[Data listing Boundary: Start]
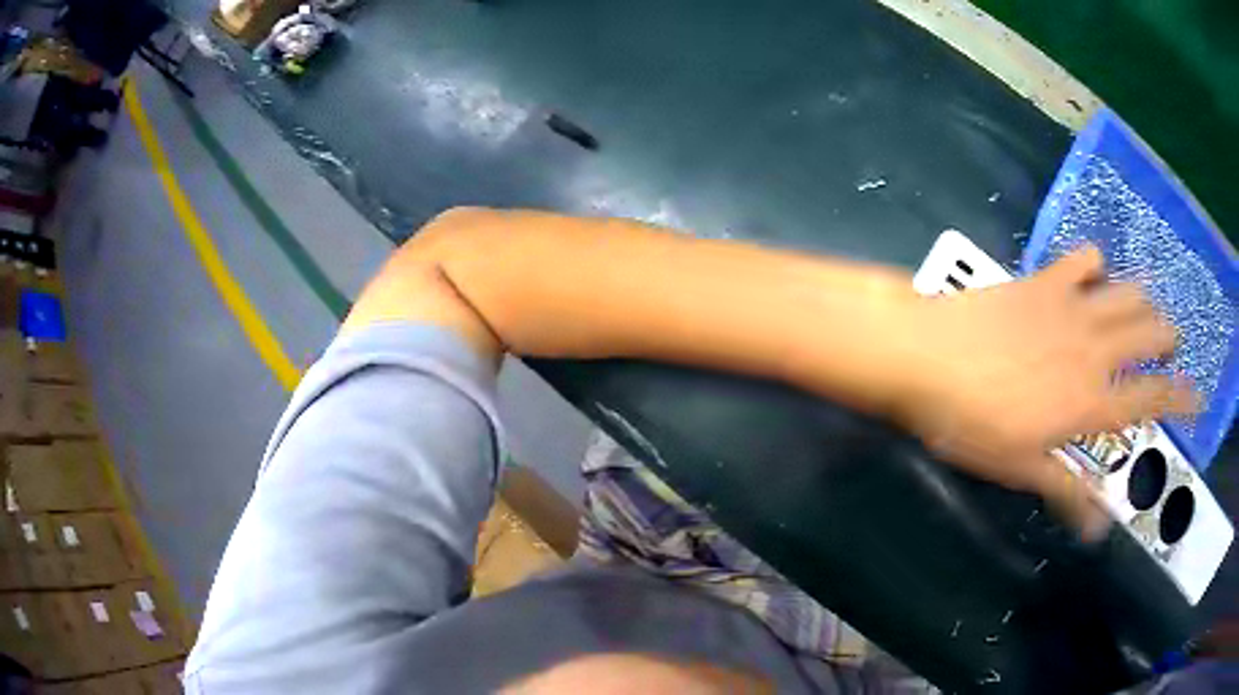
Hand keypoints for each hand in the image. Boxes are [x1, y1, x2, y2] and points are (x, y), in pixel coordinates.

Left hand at [893, 246, 1196, 537]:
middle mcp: (1094, 350)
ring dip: (1144, 301)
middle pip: (1149, 335)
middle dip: (1167, 339)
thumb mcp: (1022, 469)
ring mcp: (1072, 307)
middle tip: (1172, 344)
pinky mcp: (1046, 279)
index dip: (1180, 397)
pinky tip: (1097, 272)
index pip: (1150, 400)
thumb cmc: (973, 423)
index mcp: (1091, 403)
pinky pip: (1084, 258)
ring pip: (1127, 294)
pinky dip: (1098, 263)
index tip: (1198, 396)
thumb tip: (1098, 530)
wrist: (928, 356)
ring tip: (1149, 309)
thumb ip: (1066, 493)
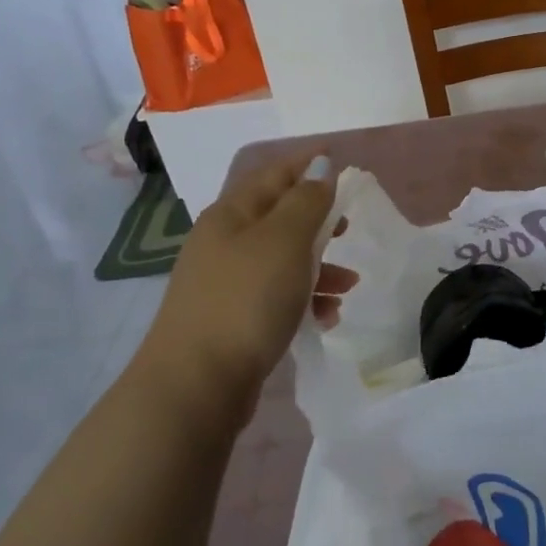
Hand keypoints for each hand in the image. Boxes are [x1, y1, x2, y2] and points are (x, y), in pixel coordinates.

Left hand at [131, 154, 348, 421]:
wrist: (196, 384)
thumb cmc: (246, 300)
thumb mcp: (285, 241)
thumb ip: (307, 201)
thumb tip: (321, 164)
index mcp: (232, 214)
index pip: (274, 174)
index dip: (307, 164)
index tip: (341, 162)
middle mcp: (224, 242)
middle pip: (279, 217)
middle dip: (319, 221)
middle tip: (348, 229)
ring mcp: (225, 282)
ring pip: (282, 260)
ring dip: (320, 267)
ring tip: (349, 286)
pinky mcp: (232, 319)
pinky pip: (277, 296)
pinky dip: (304, 300)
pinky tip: (325, 318)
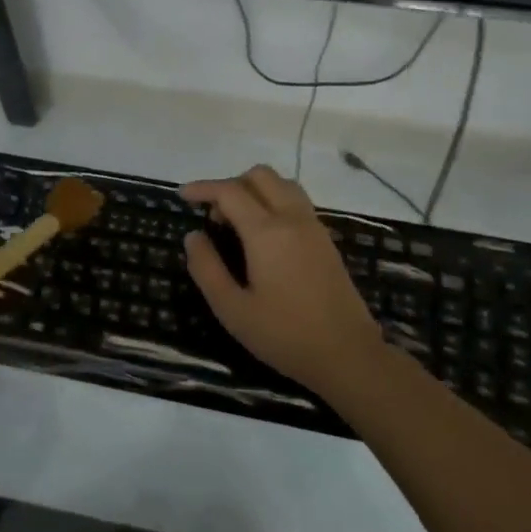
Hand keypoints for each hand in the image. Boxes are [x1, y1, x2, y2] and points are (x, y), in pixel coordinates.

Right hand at [182, 165, 384, 395]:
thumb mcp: (232, 309)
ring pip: (282, 184)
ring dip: (255, 190)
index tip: (182, 196)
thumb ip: (207, 268)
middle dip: (231, 184)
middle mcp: (292, 218)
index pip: (230, 191)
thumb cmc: (284, 334)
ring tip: (237, 222)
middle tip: (213, 216)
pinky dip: (274, 201)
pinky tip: (263, 235)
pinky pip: (297, 201)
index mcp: (267, 232)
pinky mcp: (326, 240)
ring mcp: (314, 227)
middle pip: (260, 176)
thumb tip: (193, 236)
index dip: (203, 188)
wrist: (348, 355)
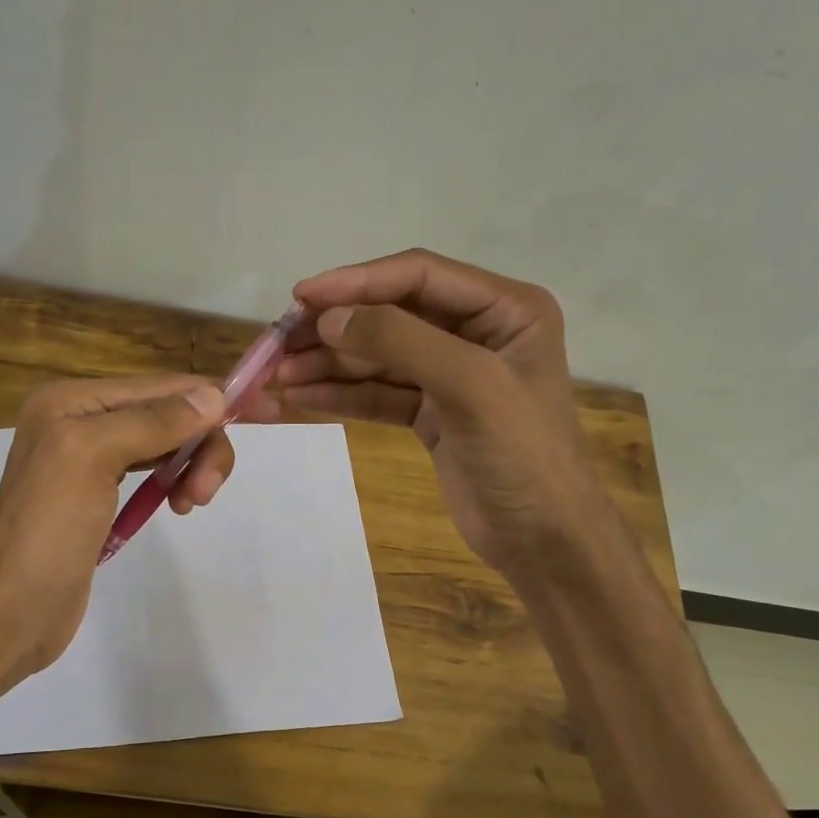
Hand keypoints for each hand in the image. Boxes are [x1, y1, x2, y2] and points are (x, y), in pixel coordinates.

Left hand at [0, 375, 232, 672]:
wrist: (14, 609)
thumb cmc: (49, 529)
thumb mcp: (93, 458)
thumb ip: (153, 422)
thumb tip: (212, 395)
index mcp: (71, 401)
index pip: (159, 386)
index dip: (209, 399)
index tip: (265, 415)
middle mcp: (79, 421)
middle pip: (166, 414)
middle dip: (199, 445)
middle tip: (205, 492)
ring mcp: (88, 460)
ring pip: (164, 444)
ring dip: (191, 466)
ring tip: (192, 503)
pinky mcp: (98, 496)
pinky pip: (151, 473)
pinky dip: (173, 483)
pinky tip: (178, 505)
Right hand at [248, 249, 603, 580]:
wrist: (543, 541)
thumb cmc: (524, 456)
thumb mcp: (470, 388)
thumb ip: (400, 343)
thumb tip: (329, 318)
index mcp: (505, 309)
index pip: (419, 277)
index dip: (357, 282)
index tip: (300, 298)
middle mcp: (476, 332)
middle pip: (390, 315)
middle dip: (333, 329)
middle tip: (276, 344)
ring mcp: (450, 374)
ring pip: (377, 357)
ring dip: (327, 364)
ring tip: (275, 376)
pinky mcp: (430, 413)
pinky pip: (377, 393)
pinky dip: (339, 395)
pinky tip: (298, 397)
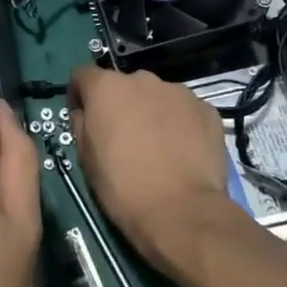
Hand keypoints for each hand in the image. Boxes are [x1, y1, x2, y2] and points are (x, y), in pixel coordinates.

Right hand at [69, 65, 233, 270]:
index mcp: (107, 88)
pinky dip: (180, 124)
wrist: (181, 212)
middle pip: (123, 85)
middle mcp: (142, 79)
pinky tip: (182, 152)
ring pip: (157, 97)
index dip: (79, 94)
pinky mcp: (207, 110)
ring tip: (158, 146)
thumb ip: (81, 124)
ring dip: (151, 112)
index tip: (83, 116)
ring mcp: (179, 92)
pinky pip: (185, 111)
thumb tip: (86, 114)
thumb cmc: (122, 186)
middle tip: (124, 137)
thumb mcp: (85, 157)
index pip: (83, 74)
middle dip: (120, 104)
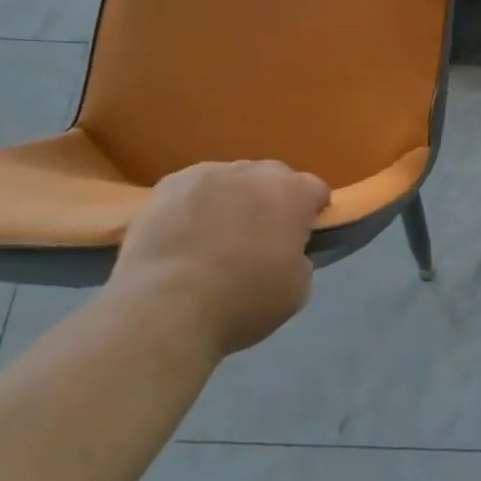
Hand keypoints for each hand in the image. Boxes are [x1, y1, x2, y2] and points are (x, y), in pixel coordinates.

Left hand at [108, 161, 330, 356]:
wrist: (164, 308)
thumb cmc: (241, 302)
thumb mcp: (296, 290)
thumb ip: (299, 258)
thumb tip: (286, 250)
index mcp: (292, 193)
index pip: (315, 190)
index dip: (312, 212)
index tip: (302, 236)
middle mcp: (254, 172)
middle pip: (273, 177)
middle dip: (272, 200)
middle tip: (259, 237)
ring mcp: (209, 173)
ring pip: (231, 179)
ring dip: (232, 199)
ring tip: (215, 236)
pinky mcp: (169, 184)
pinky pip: (193, 188)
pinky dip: (194, 205)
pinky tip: (183, 234)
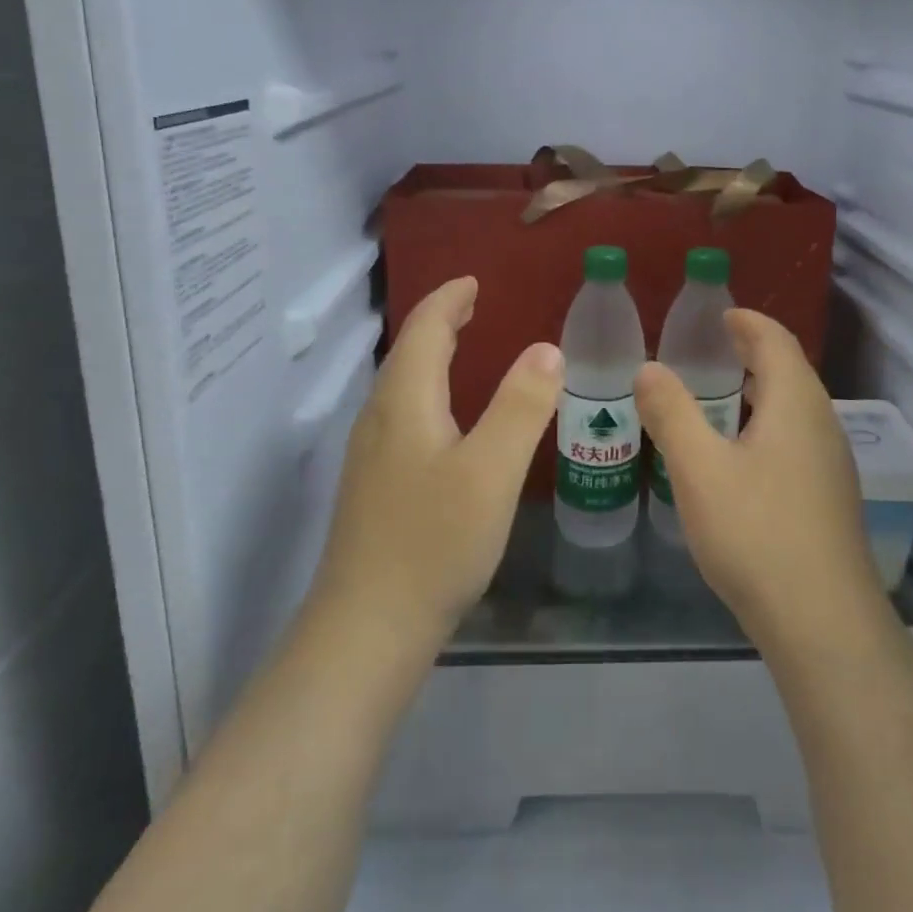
[Data listing Boundary: End]
## Assignment
When you have gone through the records above, say how many lines include the word "wrist", and write nothing besides that number.

## Solution for this task
7